What could they do? They all raised their hands and said that they were in.

* * *

Ricky was the Chief Fascination Evangelist for Garbo.com, a web startup for rich paranoid people who wanted to be left alone. (They were trying to launch a premium service where you could watch yourself via satellite 24/7, to make sure nobody else was watching you.) Ricky wore denim shirts, with the sleeves square-folded to the elbows, and white silk ties with black corduroys, and his neck funneled out of the blue-jean collar and led to a round pale head, shaved except for wispy sideburns. He wore steel-rimmed glasses. He had a habit of swinging his arms back and forth and clapping his heads when he was excited, like when he talked about getting a satellite into orbit.
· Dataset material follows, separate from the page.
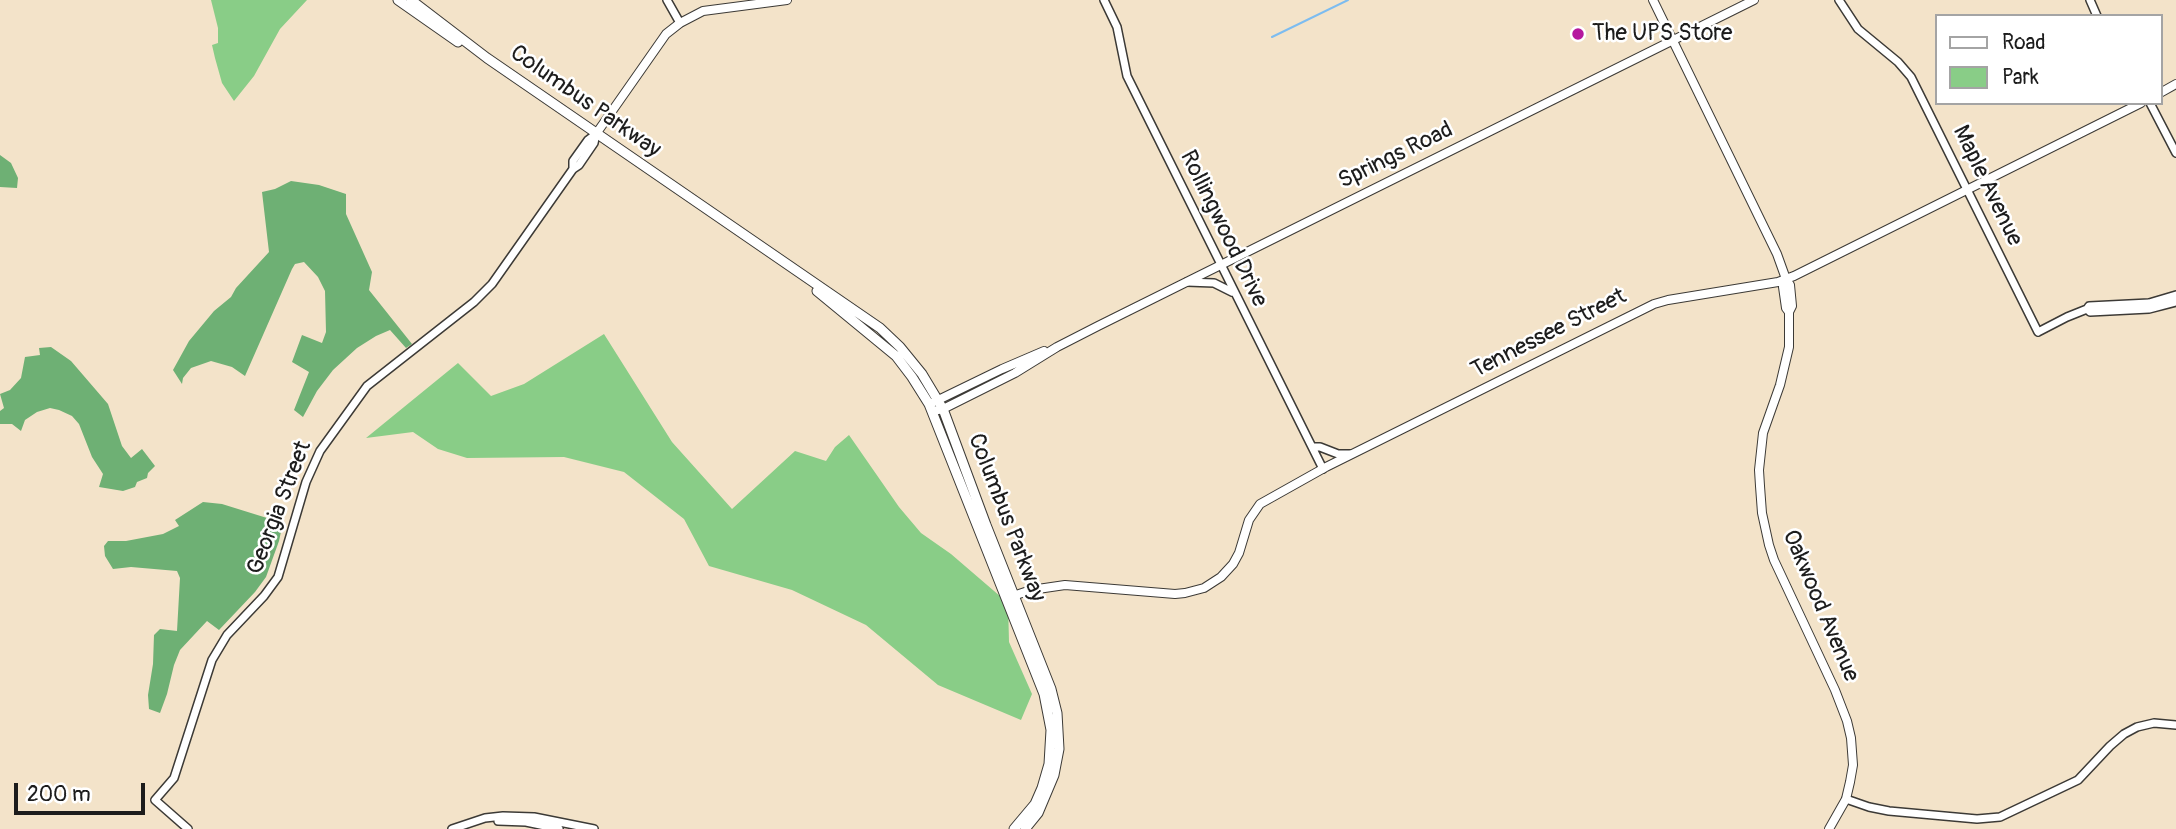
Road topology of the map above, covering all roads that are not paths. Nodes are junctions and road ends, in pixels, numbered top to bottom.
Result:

“Everybody else says it’ll take months to get our baby into space,” Ricky told Malik and Lydia for the fifth or sixth time. “The Kazakhs don’t even know when they can do it. But you say you can get our Garbo-naut 5000 into orbit… ”

“… next week,” Malik said yet again. “Maybe ten days from now.” He canted his palms in mid-air, like it was no big deal. Launching satellites, whatever. Just another day, putting stuff into orbit.

“Whoa.” Ricky arm-clapped in his chair. “That is just insane. Seriously. Like, nuts.”

“We are a hungry new company.” Malik gave the same bright smile that he used to announce the start of every Time Travel Club meeting. They had been lucky to find this guy. “We want to build our customer base from the ground up. All the way from the ground, into space. Because we’re a space company. Right? Of course we are. And did I mention we’re hungry?”

“Hungry is good.” Ricky seemed to be studying Malik, and the giant photo of MJL Aerospace’s non-existent rocket, a retrofitted Soyuz. “The hungry survive, the fat starve. Or something. So when do I get to see this rocket of yours?

“You can’t, sorry,” Malik said. “Our, uh, chief rocket scientist is kind of leery about letting people see our proprietary new fuel system technology up close. But here’s a picture of it.” He gestured at the massive rocket picture on the fake-mahogany wall behind his desk, which they’d spent hours creating in Photoshop and After Effects. MJL Aerospace was subletting ultra-cheap office space in an industrial park, just up the highway from the Lusty Doubloon.